Are nitric oxide-mediated protein modifications of functional significance in diabetic heart? ye'S, -NO', wh'Y-NO't?

Protein modifications effected by nitric oxide (NO) primarily in conjunction with reactive oxygen species (ROS) include tyrosine nitration, cysteine S-nitrosylation, and glutathionylation. The physiological and pathological relevance of these three modifications is determined by the amino acids on which these modifications occur -cysteine and tyrosine, for instance, ranging from altering structural integrity/catalytic activity of proteins or by altering propensity towards protein degradation. Even though tyrosine nitration is a well-established nitroxidative stress marker, instilled as a footprint of oxygen- and nitrogen-derived oxidants, newer data suggest its wider role in embryonic heart development and substantiate the need to focus on elucidating the underlying mechanisms of reversibility and specificity of tyrosine nitration.

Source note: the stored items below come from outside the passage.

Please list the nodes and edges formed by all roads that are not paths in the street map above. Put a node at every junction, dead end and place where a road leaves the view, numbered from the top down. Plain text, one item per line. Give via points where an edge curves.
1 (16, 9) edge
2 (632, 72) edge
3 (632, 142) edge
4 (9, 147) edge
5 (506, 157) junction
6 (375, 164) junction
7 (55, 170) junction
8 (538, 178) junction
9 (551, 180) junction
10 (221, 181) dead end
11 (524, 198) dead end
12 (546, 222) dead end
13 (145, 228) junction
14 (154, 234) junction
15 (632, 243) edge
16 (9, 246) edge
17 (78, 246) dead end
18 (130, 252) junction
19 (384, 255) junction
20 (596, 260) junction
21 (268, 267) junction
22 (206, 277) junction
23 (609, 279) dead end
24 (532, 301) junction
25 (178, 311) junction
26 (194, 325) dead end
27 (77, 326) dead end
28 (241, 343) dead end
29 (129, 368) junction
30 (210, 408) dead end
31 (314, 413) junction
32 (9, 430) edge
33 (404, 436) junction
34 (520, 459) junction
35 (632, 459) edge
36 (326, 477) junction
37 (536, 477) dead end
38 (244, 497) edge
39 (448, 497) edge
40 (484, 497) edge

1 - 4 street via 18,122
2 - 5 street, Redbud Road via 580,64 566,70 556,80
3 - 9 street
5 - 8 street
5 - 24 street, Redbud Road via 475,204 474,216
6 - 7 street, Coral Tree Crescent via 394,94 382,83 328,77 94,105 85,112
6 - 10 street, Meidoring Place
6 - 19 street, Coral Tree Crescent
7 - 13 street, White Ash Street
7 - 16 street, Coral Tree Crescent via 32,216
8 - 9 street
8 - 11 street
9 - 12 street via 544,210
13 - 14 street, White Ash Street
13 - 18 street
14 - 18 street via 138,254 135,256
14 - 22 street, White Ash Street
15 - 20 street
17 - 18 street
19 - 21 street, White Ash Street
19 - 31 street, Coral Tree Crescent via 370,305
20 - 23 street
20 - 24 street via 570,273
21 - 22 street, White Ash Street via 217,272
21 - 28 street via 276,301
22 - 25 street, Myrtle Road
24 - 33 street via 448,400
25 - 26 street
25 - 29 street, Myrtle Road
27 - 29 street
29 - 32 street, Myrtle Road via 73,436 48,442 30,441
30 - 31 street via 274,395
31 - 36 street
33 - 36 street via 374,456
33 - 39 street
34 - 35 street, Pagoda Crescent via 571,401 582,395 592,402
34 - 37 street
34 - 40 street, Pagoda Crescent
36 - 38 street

S-nitrosylation is a covalent modification in specific cysteine residues of proteins and is suggested as one of the ways in which NO contributes to its ubiquitous signalling. Several sensitive and specific techniques including biotin switch assay and mass spectrometry based analysis make it possible to identify a large number of these modified proteins, and provide a great deal of potential S-nitrosylation sites. The number of studies that have documented nitrated proteins in diabetic heart is relatively much less compared to what has been published in the normal physiology and other cardiac pathologies. Nevertheless, elucidation of nitrated proteome of diabetic heart has revealed the presence of many mitochondrial and cytosolic proteins of functional importance. But, the existence of different models of diabetes and analyses at diverse stages of this disease have impeded scientists from gaining insights that would be essential to understand the cardiac complications during diabetes. This review summarizes NO mediated protein modifications documented in normal and abnormal heart physiology including diabetes.